Chronic allo-antigenic stimulation promotes the generation of innate CD8 T-cell subsets and a senescent/inflammaging signature. (A) Frequencies of innate CD8 T-cell subpopulations are selectively increased in long-term kidney allograft recipients. Frequencies of CD8 T-cell subpopulations according to panKIR/NKG2A and/or Eomes expression among TCRαβ(+) CD8(+) live lymphocytes in healthy donors (HD, n=22) and long-term kidney allograft recipients (AlloTx, n=47). Representative plots are shown for one HD and one AlloTx recipient. (B–D) Senescent, EMRA and perforin(high) CD8 T-cell frequencies are increased in long-term kidney allograft recipients.
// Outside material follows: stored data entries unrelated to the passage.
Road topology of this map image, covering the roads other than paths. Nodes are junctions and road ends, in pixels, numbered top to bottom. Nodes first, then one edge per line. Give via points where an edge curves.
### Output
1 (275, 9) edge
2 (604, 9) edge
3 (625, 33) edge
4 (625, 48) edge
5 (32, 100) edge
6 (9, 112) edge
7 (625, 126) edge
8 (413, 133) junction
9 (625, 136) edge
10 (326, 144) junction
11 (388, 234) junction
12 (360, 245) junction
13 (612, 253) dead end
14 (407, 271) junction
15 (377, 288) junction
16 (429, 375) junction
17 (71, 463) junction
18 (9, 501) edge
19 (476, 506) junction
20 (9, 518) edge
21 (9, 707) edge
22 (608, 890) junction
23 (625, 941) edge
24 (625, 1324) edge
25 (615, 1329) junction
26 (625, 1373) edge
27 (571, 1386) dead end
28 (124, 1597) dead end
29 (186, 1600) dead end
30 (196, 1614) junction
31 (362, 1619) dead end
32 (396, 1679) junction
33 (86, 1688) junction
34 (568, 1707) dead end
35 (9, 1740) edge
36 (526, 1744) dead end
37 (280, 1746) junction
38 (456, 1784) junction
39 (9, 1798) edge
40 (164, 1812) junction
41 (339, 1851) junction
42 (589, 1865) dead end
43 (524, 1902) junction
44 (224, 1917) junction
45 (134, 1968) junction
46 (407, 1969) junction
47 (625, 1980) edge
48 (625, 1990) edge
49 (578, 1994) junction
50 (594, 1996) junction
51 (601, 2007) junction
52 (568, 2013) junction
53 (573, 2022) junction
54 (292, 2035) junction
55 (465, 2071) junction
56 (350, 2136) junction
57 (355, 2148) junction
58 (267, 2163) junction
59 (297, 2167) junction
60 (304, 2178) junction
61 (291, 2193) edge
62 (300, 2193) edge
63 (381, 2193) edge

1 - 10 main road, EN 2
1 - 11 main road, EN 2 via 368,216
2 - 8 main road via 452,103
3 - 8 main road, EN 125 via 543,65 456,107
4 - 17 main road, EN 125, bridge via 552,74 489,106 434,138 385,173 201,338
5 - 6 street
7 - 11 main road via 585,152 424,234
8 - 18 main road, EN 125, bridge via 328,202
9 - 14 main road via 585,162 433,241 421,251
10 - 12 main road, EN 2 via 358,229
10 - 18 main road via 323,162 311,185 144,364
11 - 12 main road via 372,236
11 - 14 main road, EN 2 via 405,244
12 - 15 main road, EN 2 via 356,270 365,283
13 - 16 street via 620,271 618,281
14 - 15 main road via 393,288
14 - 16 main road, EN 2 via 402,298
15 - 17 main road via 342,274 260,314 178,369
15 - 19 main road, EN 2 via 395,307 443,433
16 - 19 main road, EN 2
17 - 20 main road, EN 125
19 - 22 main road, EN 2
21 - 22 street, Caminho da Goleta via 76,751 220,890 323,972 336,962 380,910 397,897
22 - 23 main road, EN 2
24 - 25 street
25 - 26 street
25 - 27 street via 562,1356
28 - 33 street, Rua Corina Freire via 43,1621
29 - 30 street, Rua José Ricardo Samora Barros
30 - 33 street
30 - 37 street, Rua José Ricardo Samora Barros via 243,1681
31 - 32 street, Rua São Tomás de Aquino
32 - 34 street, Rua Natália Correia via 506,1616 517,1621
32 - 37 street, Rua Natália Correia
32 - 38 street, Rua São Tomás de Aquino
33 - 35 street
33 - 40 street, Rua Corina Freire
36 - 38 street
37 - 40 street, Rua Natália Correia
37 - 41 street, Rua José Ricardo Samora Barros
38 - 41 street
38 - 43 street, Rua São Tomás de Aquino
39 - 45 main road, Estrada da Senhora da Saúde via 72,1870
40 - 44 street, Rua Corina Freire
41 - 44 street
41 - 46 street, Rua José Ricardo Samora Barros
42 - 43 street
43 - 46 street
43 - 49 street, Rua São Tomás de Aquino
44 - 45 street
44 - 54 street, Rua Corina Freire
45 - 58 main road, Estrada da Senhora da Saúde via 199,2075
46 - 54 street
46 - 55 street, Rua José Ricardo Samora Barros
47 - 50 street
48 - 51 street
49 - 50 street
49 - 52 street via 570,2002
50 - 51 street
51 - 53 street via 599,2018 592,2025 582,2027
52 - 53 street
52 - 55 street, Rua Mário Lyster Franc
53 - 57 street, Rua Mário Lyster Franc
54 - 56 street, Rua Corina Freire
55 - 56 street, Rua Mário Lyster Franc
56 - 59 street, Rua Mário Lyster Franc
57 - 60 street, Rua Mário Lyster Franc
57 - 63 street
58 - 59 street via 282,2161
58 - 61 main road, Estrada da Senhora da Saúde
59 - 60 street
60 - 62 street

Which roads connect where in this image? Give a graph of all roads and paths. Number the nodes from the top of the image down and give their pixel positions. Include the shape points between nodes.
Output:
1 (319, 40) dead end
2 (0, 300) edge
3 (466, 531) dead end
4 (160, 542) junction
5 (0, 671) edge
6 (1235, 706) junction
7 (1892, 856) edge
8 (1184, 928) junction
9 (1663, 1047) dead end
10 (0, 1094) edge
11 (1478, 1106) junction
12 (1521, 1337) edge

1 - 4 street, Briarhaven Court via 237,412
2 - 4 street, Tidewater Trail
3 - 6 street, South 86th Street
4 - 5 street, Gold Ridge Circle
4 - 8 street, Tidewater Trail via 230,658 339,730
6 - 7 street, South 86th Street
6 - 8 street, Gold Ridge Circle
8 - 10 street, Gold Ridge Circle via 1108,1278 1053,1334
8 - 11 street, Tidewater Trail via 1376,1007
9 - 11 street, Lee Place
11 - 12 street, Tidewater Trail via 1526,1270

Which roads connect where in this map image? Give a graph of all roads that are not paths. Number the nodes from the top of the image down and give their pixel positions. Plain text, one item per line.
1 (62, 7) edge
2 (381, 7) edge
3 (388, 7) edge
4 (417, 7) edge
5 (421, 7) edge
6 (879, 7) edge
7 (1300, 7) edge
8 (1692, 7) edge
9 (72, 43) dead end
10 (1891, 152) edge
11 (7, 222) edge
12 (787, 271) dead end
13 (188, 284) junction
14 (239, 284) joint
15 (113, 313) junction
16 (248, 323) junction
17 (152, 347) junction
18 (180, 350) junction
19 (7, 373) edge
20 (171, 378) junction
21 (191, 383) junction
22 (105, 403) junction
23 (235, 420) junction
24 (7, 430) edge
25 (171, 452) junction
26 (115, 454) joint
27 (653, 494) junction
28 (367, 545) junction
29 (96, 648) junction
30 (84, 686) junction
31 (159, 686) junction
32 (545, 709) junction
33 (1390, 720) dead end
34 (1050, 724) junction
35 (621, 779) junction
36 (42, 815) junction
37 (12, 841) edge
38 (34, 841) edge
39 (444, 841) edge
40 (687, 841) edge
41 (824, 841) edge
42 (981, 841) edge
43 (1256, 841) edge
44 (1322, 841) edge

Frequencies of senescent (CD27(-)CD28(-)) cells (HD n=15, AlloTx n=35) (A), EMRA (CD45RA(+) CCR7(-); HD n=13, AlloTx n=8) (B) and perforin(high)- expressing cells (HD n=22, AlloTx n=45) (C) in CD8 T-cell subpopulations. In the Conv E(-) cell pool from AlloTx patients, the increased frequency of EMRA cells ( Figures 5 and S4 ) could explain the relatively high frequency of senescent cells (19% vs 12% in healthy controls). Representative plots are shown for one HD and one AlloTx recipient in Figure S2 . Each dot represents one HD or AlloTx recipient. Two-tailed Mann-Whitney non-parametric test. *p < 0.05; **p < 0.01; ***p < 0.001; ****p < 0.0001; ns, not significant. For detailed gating strategy, see Figure S1 .

Figure 6

Frequencies of senescent and perforin(high) CD8 T-cells are increased in long-term kidney allograft with a CMV positive serology. (A) Frequencies of CD8 T-cell subpopulations according to panKIR/NKG2A and/or Eomes expression among TCRαβ(+) CD8(+) live lymphocytes in CMV(-) (n=17) or CMV(+) (n=26) long-term kidney allograft (AlloTx) recipients. (B) Senescent (CD27(-)CD28(-)) cells (CMV(-) n=17; CMV(+) n=16) and (C) perforin(high)-expressing cells (CMV(-) n=16; CMV(+) n=25) in CD8 T-cell subpopulations in AlloTx recipients. Two-tailed Mann-Whitney non-parametric test. *p < 0.05; **p < 0.01; ***p < 0.001; ****p < 0.0001; ns, not significant.